It’s always refreshing to hear veteran bands make interesting additions to their music. Elvenking‘s The Pagan Manifesto is a perfect example of how such additions can be made elegantly and truthfully. Not only that, but these additions, or more accurately emphases on already present themes, work to counter the inherent difficulties power metal faces. In The Pagan Manifesto, Elvenking utilize folk, death and even hardcore tools in order to elevate the repetitiveness and staleness so often found within the genre. These make the album an endearing and enjoyable sojourn in an innocent and nostalgic atmosphere.
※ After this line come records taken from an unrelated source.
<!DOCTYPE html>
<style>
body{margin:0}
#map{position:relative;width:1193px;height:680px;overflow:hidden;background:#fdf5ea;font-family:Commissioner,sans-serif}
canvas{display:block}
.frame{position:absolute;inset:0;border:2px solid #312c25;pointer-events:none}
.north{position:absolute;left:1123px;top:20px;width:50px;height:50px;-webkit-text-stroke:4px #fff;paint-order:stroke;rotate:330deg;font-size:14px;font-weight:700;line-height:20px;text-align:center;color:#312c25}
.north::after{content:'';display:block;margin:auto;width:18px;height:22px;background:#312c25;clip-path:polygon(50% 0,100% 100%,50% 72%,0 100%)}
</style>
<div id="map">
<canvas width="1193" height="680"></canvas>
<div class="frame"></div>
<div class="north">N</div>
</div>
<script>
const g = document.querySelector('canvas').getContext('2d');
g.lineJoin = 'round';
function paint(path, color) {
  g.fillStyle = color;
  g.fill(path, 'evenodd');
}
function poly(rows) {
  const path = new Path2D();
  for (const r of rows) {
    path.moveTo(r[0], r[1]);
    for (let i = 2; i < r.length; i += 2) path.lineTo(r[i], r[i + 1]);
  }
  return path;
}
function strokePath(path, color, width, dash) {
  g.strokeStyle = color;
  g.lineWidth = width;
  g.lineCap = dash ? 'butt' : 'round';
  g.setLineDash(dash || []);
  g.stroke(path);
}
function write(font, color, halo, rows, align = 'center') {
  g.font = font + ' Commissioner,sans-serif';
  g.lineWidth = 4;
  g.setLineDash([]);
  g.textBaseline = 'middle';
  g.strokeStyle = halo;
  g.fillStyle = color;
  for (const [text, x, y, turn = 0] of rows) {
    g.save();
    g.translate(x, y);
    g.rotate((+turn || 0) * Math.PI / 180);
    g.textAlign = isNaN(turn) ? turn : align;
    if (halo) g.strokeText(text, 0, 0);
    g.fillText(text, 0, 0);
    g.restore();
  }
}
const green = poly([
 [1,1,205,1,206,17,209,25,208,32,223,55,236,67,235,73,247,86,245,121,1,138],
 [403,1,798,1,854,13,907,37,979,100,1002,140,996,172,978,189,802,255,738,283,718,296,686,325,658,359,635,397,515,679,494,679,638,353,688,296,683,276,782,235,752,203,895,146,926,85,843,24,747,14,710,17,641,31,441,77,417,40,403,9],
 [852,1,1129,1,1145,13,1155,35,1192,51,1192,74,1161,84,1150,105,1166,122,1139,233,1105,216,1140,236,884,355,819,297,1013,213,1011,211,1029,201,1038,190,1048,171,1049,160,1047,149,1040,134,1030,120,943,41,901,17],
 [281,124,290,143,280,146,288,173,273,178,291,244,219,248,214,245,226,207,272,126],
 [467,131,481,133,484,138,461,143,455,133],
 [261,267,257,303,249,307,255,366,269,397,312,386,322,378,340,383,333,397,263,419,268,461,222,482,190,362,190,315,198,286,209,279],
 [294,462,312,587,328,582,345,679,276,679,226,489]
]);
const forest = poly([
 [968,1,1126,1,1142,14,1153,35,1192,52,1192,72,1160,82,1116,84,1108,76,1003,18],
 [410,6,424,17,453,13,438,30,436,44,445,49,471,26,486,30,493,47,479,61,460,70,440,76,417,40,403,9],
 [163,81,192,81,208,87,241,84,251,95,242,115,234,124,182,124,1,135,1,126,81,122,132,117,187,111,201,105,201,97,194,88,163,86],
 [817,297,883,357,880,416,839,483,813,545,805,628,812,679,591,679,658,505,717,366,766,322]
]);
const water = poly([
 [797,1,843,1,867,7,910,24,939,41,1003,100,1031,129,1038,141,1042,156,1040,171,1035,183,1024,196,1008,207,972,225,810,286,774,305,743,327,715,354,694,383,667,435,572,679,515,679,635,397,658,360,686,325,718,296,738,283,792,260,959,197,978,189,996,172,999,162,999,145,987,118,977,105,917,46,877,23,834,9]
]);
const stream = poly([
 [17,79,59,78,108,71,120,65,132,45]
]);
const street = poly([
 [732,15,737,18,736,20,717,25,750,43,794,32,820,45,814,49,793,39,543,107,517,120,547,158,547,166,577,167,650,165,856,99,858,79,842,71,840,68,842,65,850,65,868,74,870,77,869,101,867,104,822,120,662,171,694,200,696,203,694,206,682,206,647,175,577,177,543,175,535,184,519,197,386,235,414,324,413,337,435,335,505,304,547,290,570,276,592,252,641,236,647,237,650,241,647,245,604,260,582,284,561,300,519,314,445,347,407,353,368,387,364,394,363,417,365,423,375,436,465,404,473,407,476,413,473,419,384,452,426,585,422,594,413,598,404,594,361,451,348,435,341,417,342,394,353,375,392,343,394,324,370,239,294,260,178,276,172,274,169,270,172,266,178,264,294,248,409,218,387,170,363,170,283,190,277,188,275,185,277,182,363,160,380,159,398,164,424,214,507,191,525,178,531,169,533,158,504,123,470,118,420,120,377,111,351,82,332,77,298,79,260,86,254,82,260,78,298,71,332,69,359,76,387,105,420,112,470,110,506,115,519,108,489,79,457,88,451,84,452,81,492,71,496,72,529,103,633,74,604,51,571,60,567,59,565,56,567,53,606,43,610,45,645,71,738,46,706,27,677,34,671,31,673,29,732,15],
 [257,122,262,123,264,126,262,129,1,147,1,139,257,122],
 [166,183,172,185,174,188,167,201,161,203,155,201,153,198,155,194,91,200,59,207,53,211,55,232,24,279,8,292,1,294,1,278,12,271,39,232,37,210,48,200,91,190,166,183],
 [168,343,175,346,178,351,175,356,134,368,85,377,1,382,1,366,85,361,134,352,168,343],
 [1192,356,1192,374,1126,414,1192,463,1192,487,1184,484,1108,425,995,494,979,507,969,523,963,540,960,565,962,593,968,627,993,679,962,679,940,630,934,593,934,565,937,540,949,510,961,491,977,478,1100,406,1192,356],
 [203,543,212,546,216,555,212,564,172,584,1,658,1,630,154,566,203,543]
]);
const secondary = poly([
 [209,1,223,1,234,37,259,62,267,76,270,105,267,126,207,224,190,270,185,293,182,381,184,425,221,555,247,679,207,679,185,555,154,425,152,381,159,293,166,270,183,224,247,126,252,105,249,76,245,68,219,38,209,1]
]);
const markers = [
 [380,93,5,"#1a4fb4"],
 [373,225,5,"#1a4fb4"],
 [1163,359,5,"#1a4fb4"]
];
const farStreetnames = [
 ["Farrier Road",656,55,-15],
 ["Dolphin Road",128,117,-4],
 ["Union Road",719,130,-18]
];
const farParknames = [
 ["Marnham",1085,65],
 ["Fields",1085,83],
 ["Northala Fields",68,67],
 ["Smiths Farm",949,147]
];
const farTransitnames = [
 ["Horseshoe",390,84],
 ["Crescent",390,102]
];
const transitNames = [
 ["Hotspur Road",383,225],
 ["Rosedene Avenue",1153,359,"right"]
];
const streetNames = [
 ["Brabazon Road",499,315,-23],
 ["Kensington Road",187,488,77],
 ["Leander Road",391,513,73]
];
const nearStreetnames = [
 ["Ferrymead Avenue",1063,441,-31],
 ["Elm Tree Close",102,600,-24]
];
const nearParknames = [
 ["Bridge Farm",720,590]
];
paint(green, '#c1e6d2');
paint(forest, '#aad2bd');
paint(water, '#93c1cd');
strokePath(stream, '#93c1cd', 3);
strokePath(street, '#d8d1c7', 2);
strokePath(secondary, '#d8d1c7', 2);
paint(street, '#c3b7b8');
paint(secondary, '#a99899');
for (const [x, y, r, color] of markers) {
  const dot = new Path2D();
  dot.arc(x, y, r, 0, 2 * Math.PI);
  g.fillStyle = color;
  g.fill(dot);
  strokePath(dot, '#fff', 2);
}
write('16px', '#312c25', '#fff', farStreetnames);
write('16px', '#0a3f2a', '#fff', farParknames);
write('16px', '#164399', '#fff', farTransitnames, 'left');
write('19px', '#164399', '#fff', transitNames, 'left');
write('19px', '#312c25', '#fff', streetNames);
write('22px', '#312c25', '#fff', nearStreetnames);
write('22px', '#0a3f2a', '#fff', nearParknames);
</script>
It’s without a doubt when we say that this is mainly a power metal creation. All the recognized elements are present: the bass is regulated to galloping lines that interact in that certain way with the kick drums and transitions. The guitars are fast and blistering, prone to explode into poignant solos at any point. The vocals are iconic, featuring many choirs, high pitched screams and evocative intonations. Most of all, the subject matter and lyrics are classically power metal: with tracks like ‘Elvenlegions’ or ‘Twilight Magic’ , few could be mistaken as to the style at hand. However, it would be a mistake to expect only these staple sounds and thus strike off the entire creation. Several themes serve to set this album apart and they deserve a closer look.
First, the folk influences. It is no secret that many power metal bands attempt to draw on the sounds and, mainly, rhythm associated with folk music. However, these allusions are often manufactured, with some passages being so forced that the rest of the track just stops to allow for some lilting acoustic guitars and foot stomping beats. Not so here. This is as much a folk album (not folk-metal mind you) as it is a power metal album. Songs like ‘The Druid Ritual of Oak’ or ‘Towards the Shores’ display a true fascination and understanding of what folk music is. The upbeat tempo, orchestration and overall feel of folk composition is not just a curio or a gimmick: it sets the tone for the entire track. This is refreshing and ultimately engaging, creating true charm rather than commercialization.
The other two themes are the different influences from various styles that can be heard throughout the album and the way they break apart the generic structures that are usually found in these sort of albums. An excellent example of this is the track ‘The Solitaire’ and the closing track ‘Witches Gather’. The first one starts off heavily influenced by Edguy, almost sounding like a track by the legendary ensemble. However, in the background can be found vocals that remind one rather of Insomnium or even Shai Hulud at parts. These unique additions shake up Elvenking’s sound , smack in the middle of the album.
‘Witches Gather’ is a more complex case. The 8 minute long track starts placid enough but changes rapidly closer to the 3 and a half minute mark. Here, growls more akin to Lamb of God are suddenly introduced before the track picks up pace. It is finally joined by whispers and growls that hint directly at melodic death and even heavier styles. After a short break these elements give way again to a folk passage, before closing the album on the same note it started with: the fiercely moving and melodic passages at the heart of The Pagan Manifesto, a unique and masterful power metal creation for those seeking a powerful yet still innovative ride.